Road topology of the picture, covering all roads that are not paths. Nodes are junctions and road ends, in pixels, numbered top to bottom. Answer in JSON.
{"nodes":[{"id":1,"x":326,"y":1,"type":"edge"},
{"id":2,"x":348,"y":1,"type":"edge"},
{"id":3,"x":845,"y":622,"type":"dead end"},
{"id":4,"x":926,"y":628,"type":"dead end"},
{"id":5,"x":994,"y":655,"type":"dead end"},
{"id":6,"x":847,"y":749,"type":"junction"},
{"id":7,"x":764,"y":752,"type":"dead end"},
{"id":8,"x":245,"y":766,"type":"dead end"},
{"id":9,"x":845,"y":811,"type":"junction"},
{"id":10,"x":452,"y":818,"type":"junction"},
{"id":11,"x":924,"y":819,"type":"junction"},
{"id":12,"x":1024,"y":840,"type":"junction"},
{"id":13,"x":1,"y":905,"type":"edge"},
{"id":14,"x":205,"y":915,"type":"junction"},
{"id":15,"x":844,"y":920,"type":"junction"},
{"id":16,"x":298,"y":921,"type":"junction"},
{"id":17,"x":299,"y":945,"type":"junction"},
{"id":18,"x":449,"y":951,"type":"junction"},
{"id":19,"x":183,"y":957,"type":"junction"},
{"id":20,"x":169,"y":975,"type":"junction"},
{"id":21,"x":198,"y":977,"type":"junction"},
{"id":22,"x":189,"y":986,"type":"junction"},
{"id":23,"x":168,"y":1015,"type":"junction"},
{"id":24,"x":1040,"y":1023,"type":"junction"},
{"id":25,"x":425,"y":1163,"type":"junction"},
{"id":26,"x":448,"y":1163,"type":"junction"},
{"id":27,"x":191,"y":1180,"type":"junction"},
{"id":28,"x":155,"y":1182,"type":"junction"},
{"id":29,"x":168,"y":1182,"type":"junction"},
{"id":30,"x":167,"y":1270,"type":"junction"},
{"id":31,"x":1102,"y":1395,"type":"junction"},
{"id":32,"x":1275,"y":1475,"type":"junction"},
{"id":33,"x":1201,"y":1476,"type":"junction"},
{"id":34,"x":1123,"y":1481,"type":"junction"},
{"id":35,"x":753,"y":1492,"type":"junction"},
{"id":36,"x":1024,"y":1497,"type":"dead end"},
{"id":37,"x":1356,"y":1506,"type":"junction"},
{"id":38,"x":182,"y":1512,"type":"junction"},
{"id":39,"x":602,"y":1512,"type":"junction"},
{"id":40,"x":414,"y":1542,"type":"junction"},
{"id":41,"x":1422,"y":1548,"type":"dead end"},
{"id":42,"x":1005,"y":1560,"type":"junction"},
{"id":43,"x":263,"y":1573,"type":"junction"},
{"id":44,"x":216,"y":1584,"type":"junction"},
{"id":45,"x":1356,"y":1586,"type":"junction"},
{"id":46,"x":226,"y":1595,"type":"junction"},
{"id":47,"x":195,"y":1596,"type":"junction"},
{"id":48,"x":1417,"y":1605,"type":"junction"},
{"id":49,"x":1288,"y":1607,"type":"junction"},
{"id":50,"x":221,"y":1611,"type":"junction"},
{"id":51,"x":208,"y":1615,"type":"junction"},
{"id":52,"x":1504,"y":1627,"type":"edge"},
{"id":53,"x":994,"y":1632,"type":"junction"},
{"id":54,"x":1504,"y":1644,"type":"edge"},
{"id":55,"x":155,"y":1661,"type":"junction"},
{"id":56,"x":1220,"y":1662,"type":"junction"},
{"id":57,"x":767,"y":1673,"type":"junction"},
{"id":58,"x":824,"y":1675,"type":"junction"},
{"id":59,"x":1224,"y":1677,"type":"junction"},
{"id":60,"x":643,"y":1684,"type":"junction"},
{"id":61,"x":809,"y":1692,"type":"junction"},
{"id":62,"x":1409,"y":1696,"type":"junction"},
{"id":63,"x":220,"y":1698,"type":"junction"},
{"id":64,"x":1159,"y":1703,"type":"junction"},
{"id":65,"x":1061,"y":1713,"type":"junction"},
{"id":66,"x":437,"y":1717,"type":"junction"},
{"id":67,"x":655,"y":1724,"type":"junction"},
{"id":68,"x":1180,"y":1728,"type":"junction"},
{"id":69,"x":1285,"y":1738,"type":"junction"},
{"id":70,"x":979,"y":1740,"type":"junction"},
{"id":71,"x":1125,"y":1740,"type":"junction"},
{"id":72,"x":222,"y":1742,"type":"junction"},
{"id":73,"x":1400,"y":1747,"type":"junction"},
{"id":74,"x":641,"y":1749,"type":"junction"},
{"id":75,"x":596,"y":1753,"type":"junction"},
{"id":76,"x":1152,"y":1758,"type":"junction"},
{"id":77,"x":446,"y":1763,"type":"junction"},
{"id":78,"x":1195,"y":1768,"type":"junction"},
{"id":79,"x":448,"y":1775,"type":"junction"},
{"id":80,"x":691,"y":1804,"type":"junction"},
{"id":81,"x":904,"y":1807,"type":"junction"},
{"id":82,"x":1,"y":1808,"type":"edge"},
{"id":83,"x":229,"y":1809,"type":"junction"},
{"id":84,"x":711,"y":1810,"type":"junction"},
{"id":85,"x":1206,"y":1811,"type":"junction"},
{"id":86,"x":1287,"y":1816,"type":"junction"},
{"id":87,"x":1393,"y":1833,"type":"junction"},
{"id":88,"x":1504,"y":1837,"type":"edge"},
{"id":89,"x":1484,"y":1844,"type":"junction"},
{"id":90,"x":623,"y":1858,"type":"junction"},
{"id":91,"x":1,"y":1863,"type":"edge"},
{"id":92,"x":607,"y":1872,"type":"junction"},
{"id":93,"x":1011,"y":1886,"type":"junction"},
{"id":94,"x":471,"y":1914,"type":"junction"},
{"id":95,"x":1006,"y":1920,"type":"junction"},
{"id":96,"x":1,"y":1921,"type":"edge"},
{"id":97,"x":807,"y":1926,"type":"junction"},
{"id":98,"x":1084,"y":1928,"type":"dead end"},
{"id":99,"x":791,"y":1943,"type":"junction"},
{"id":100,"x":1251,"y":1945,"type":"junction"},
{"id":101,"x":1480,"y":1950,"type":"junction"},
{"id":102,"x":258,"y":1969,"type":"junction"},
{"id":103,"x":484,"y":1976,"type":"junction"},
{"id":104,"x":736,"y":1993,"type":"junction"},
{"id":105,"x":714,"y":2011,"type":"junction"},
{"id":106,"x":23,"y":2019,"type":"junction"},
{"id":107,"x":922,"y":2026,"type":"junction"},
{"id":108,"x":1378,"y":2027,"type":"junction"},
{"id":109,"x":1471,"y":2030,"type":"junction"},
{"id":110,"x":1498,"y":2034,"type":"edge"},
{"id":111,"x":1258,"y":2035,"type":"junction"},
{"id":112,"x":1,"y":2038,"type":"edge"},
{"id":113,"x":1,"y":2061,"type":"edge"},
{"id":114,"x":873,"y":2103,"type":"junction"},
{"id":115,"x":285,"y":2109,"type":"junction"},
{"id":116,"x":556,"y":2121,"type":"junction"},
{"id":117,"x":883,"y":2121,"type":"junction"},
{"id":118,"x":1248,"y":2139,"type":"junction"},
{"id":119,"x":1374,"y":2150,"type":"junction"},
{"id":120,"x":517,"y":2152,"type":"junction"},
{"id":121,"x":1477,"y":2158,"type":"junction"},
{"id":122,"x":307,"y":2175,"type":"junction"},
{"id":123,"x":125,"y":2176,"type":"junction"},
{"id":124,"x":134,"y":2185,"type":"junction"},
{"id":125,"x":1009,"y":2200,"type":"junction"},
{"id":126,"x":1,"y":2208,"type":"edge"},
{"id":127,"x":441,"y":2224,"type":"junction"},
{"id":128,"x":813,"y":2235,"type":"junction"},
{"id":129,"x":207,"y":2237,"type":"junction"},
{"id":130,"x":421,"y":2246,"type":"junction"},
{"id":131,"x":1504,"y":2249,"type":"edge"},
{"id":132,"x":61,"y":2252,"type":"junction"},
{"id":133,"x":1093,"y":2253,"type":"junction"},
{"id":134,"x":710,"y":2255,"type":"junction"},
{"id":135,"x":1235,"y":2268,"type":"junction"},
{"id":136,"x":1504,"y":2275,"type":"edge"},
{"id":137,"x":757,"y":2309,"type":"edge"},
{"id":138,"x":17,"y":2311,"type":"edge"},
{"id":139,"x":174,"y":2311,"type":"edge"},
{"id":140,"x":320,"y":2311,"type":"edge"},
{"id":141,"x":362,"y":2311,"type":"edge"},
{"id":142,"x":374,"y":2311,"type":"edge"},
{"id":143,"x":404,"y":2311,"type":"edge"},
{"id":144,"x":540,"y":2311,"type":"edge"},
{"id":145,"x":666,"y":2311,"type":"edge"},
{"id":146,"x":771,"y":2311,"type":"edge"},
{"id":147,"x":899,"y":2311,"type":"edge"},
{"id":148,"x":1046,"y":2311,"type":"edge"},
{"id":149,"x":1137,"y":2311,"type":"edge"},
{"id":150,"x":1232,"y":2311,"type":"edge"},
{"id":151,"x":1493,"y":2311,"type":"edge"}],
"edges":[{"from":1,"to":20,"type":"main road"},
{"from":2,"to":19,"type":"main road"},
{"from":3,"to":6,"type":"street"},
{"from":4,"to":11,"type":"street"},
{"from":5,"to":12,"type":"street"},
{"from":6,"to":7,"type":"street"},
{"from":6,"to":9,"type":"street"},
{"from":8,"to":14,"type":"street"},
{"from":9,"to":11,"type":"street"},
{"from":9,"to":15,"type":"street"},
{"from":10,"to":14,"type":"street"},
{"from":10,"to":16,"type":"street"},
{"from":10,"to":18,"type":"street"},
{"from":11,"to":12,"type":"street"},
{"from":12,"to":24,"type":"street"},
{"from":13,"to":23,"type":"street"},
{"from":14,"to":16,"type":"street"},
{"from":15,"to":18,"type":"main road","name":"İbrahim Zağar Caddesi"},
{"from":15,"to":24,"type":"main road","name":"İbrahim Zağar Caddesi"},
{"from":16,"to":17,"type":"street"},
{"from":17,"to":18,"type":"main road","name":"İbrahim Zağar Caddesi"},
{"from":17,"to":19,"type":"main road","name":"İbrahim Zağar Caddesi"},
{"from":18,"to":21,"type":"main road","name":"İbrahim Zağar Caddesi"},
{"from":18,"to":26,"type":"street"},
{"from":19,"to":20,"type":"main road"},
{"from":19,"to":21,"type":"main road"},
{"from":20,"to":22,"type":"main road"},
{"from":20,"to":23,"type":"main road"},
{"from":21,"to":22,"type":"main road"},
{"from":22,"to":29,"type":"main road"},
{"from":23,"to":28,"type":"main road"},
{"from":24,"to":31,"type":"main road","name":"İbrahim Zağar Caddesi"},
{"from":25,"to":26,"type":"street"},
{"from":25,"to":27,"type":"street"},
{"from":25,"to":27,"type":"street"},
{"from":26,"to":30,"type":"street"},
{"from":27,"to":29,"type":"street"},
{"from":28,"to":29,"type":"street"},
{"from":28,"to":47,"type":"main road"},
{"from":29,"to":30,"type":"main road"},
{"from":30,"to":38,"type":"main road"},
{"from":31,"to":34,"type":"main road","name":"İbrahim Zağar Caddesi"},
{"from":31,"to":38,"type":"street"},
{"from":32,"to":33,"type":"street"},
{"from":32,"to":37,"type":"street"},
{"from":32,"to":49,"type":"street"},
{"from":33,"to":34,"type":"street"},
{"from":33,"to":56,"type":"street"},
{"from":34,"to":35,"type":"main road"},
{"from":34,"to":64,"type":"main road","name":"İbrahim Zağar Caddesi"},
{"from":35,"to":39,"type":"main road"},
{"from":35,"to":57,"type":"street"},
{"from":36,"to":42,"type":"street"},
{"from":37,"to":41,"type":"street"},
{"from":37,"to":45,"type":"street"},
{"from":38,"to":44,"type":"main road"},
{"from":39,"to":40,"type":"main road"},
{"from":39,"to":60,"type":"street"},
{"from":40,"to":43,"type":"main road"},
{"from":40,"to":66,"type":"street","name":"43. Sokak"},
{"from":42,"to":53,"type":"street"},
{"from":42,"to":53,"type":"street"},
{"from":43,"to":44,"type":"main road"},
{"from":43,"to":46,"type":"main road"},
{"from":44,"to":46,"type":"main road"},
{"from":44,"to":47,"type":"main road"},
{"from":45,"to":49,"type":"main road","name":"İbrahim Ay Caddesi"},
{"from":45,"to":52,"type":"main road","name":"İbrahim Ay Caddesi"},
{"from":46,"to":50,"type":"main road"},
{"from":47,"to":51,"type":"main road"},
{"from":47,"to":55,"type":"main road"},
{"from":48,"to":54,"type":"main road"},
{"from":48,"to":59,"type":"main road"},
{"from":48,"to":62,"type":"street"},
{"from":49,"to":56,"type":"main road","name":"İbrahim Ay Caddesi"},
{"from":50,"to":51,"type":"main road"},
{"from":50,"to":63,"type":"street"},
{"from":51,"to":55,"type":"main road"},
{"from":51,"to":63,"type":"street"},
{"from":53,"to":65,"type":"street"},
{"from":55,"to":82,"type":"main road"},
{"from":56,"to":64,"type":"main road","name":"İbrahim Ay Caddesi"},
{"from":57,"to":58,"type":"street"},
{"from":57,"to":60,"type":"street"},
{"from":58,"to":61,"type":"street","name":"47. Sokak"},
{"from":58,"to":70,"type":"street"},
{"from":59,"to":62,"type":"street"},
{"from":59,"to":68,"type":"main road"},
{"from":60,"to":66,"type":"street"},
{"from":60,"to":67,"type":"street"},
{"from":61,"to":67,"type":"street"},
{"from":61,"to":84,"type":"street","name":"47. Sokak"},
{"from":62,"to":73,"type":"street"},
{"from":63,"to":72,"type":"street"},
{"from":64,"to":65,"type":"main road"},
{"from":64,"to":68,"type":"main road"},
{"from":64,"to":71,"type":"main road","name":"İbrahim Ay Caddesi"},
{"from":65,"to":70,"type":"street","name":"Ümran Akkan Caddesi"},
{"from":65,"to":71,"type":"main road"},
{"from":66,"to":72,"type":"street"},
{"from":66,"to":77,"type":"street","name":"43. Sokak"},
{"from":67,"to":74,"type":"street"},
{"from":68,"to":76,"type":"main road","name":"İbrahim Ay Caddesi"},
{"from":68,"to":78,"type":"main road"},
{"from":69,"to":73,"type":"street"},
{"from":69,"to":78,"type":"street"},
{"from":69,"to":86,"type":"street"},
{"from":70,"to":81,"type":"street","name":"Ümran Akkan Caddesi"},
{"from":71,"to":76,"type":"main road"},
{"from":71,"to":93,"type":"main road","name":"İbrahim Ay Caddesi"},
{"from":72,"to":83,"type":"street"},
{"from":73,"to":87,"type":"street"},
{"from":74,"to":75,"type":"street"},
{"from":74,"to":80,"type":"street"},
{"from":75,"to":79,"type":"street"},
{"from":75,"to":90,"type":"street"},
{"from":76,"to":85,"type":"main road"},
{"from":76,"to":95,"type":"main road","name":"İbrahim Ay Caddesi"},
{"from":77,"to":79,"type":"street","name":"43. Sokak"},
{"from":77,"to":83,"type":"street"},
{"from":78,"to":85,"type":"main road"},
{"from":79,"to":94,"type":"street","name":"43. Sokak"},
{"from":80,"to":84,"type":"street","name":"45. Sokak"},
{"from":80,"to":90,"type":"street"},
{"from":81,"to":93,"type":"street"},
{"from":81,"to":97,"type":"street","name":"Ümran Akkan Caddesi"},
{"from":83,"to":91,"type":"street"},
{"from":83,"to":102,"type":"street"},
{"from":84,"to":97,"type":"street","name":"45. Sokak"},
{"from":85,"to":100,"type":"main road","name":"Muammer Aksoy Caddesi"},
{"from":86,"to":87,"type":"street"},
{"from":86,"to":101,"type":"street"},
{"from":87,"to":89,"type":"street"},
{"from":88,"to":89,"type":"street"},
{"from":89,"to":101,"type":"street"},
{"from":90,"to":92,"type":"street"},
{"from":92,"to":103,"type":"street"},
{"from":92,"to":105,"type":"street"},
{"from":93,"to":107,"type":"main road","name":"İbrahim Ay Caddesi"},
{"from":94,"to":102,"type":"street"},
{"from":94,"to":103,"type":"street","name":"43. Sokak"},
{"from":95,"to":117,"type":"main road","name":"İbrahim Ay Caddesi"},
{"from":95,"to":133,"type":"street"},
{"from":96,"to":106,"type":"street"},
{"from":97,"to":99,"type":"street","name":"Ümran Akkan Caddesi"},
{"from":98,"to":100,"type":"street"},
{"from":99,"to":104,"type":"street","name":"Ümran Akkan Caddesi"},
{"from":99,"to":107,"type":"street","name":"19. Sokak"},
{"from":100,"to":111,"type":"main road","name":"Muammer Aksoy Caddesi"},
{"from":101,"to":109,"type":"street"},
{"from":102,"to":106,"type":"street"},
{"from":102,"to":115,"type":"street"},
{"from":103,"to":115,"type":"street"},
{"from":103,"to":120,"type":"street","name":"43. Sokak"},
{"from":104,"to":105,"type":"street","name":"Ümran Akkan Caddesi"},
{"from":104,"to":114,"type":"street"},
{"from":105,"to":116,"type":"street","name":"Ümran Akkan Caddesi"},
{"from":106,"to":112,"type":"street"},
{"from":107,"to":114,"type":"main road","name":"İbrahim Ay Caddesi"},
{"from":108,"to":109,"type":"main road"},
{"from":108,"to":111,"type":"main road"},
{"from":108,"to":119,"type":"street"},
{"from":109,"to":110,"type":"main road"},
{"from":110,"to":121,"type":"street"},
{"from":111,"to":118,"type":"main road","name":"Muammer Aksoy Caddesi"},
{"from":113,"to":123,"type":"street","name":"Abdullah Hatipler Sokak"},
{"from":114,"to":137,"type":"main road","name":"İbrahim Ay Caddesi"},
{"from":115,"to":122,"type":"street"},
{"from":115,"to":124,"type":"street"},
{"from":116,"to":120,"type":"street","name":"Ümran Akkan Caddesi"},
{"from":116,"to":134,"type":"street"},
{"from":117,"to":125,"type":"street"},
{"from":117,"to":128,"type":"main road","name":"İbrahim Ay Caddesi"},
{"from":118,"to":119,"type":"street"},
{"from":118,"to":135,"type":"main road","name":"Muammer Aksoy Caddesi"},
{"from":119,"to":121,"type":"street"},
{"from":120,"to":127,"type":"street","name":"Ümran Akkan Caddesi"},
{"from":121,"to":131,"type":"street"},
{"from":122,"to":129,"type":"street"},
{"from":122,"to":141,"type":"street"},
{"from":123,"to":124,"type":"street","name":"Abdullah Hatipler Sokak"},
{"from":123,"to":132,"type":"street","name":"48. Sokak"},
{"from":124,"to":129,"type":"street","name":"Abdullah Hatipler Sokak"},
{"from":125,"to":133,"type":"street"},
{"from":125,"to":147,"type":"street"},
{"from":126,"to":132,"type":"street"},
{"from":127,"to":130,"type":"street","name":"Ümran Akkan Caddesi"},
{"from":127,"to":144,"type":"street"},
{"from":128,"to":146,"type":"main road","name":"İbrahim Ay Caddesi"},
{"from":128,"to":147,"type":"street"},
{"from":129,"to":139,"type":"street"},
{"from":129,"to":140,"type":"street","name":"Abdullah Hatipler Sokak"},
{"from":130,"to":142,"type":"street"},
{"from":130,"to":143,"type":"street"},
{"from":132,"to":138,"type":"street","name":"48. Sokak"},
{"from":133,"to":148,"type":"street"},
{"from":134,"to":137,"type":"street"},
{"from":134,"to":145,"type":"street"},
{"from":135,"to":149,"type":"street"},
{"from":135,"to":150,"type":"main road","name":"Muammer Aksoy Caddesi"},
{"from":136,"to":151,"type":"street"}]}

__________________________________________________

Return each line in the records that holds the string "Hatipler".

Response area:
{"from":113,"to":123,"type":"street","name":"Abdullah Hatipler Sokak"},
{"from":123,"to":124,"type":"street","name":"Abdullah Hatipler Sokak"},
{"from":124,"to":129,"type":"street","name":"Abdullah Hatipler Sokak"},
{"from":129,"to":140,"type":"street","name":"Abdullah Hatipler Sokak"},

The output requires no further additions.